While Utah’s Lt. Gov. Cox says the Orlando attack prompted his apology to gays, I don’t think anyone is looking just for apologies.
Apologies are not enough anymore.
It is time for all humans to simply treat other human beings as humans. Equally.
If you’ve ever been in an audience where I’ve spoken or read one of my books, you already know I believe we’re all more alike than different, and that our customers are all purple and their money’s green.
Dismissing gays and lesbians, whether it is from regressive laws like we've seen in North Carolina, Mississippi or any of another 28 states, or your own casual reference to someone using discriminatory terminology keeps alive the idea that "the other" is a danger to your well-being.
That all human beings are not deserving of the basic human rights to keep their jobs, visit their partners in the hospital, or own their own homes. That an employer should be able to fire someone when they find out that someone is gay.

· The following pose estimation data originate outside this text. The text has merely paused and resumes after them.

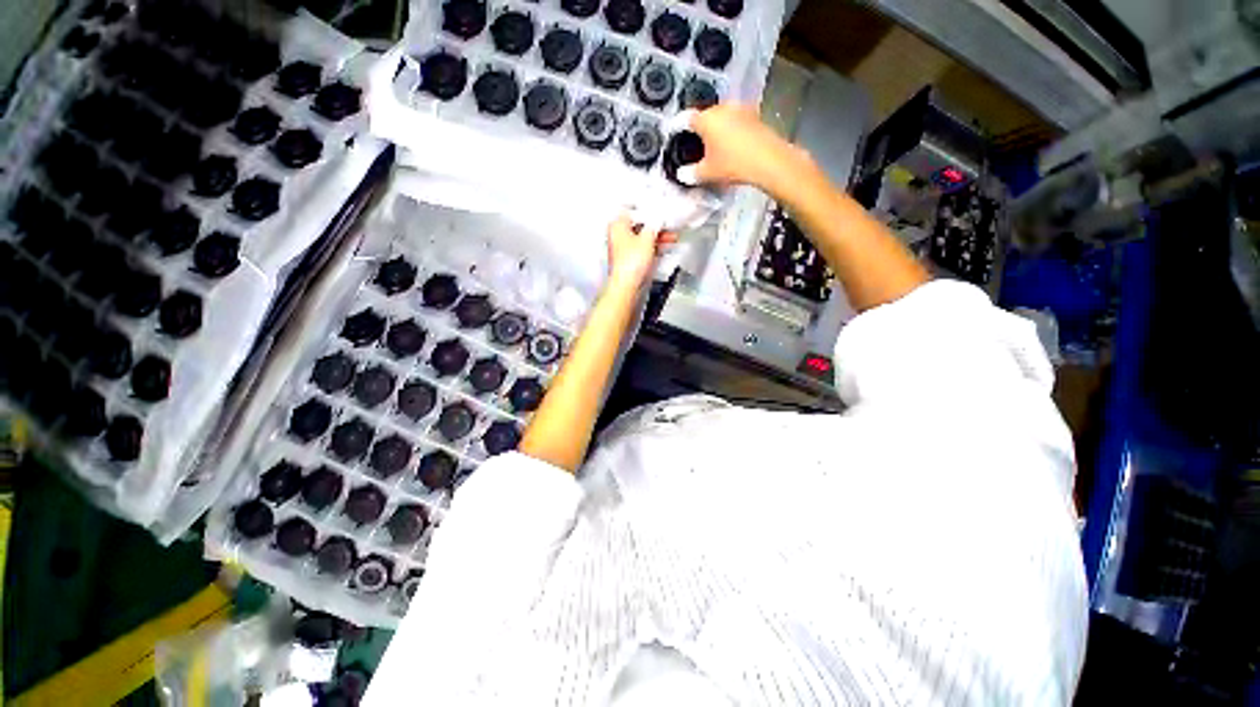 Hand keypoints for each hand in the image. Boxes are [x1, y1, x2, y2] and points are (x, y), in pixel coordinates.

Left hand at [606, 214, 676, 289]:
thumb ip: (654, 225)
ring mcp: (623, 250)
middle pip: (638, 225)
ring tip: (671, 237)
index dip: (647, 210)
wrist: (627, 286)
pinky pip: (643, 250)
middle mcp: (617, 236)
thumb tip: (657, 219)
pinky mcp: (630, 261)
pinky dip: (653, 248)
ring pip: (642, 238)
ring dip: (656, 237)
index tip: (659, 211)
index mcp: (617, 225)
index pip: (632, 210)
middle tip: (668, 225)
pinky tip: (664, 247)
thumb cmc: (630, 264)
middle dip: (655, 226)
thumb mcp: (647, 238)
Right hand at [673, 103, 808, 195]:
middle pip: (705, 115)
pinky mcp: (754, 115)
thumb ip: (691, 173)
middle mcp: (722, 108)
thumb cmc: (732, 164)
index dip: (678, 126)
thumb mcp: (707, 173)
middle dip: (700, 128)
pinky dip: (731, 130)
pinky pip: (736, 121)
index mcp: (706, 119)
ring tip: (715, 145)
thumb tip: (681, 175)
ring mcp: (740, 109)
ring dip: (717, 128)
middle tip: (696, 144)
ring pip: (722, 117)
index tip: (675, 134)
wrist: (768, 160)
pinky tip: (732, 144)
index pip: (686, 118) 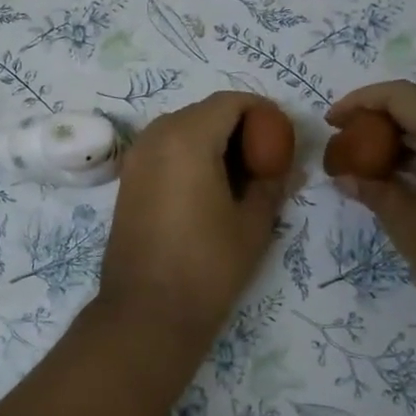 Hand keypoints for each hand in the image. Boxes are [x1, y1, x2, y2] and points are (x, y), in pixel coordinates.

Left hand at [98, 92, 290, 337]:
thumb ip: (272, 183)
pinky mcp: (129, 178)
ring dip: (214, 140)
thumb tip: (287, 167)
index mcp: (187, 137)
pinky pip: (165, 148)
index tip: (282, 139)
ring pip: (183, 128)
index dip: (262, 112)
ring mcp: (137, 156)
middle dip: (239, 126)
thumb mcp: (253, 223)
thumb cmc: (207, 265)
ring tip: (240, 177)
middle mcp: (156, 136)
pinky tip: (210, 189)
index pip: (231, 102)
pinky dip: (190, 154)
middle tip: (266, 159)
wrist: (146, 313)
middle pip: (205, 112)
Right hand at [326, 81, 415, 320]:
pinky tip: (403, 181)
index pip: (401, 95)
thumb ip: (374, 192)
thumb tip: (345, 177)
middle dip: (379, 119)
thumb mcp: (409, 225)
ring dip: (403, 139)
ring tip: (368, 163)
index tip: (332, 123)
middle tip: (347, 142)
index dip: (360, 101) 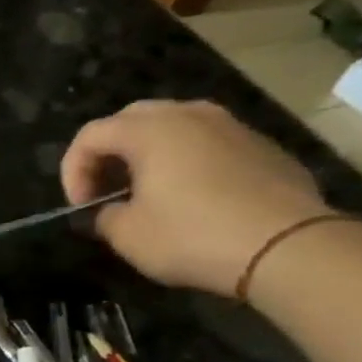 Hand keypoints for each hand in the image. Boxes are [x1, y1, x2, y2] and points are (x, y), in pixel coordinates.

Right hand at [62, 99, 330, 295]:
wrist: (289, 247)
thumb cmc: (193, 236)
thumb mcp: (127, 235)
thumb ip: (105, 215)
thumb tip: (110, 210)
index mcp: (150, 130)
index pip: (91, 135)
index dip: (72, 170)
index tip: (80, 206)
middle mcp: (190, 115)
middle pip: (131, 119)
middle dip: (109, 153)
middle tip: (105, 190)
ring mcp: (232, 126)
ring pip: (174, 127)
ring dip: (149, 154)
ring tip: (147, 191)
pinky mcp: (262, 146)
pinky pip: (208, 144)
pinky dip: (187, 162)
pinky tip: (191, 198) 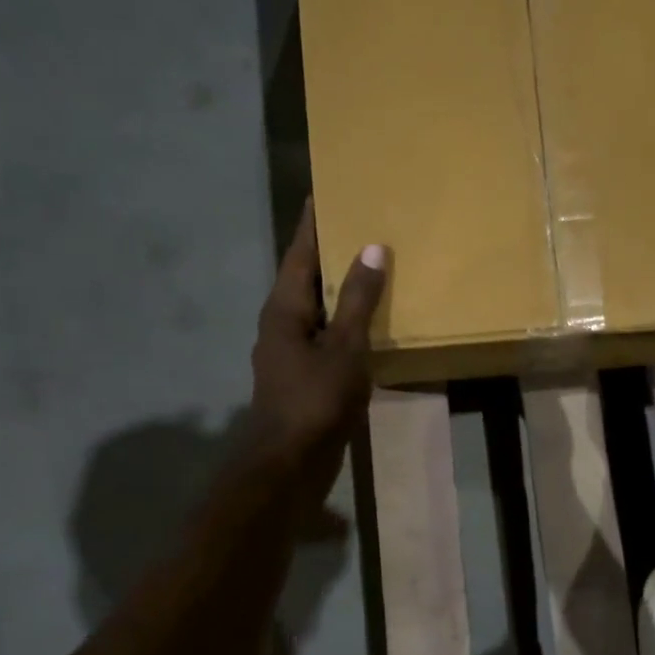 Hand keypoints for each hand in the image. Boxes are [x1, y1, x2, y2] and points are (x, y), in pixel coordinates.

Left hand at [247, 203, 385, 493]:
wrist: (289, 463)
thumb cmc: (315, 400)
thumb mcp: (345, 346)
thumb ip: (360, 300)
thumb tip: (372, 247)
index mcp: (284, 308)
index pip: (299, 252)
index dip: (313, 222)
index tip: (325, 190)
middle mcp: (282, 323)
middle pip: (306, 278)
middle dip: (329, 251)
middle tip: (359, 222)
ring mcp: (290, 352)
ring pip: (317, 308)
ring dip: (340, 288)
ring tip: (370, 266)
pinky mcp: (303, 376)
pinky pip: (326, 335)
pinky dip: (345, 321)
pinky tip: (369, 322)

As King said, “Injustice for anybody is injustice for everybody.”
People lived and died to create equality for everybody.
Everybody knows someone who is lesbian or gay. I doubt few have knowingly met a transgender person, but that doesn't make fearing them or legislating them go away. And if 10% of all people are part of the LGBTQ community, then 10% of your customers and employees are too.
The thing is, when small business is defined by intolerant anecdotal stories about florists and bakers, it can make the whole category seem intolerant. And that's bad for small business.
Especially when the big chains go out of their way to be inclusive.
Do you go out of your way to train your crew not to judge someone based on their looks or perceived orientation ?
Words have actions. If you dismiss someone, it allows them to dismiss other people and the cycle continues.
Can any retailer today afford to dismiss 10% of their customers and those customers’ friends? I don't think so.
I’m standing on the strong shoulders of my dad today as I encourage all of my readers to look at the language they use describing gay, lesbian, bisexual and transgender people. Understand that employees, owners, customers, and those closest to themselves are listening.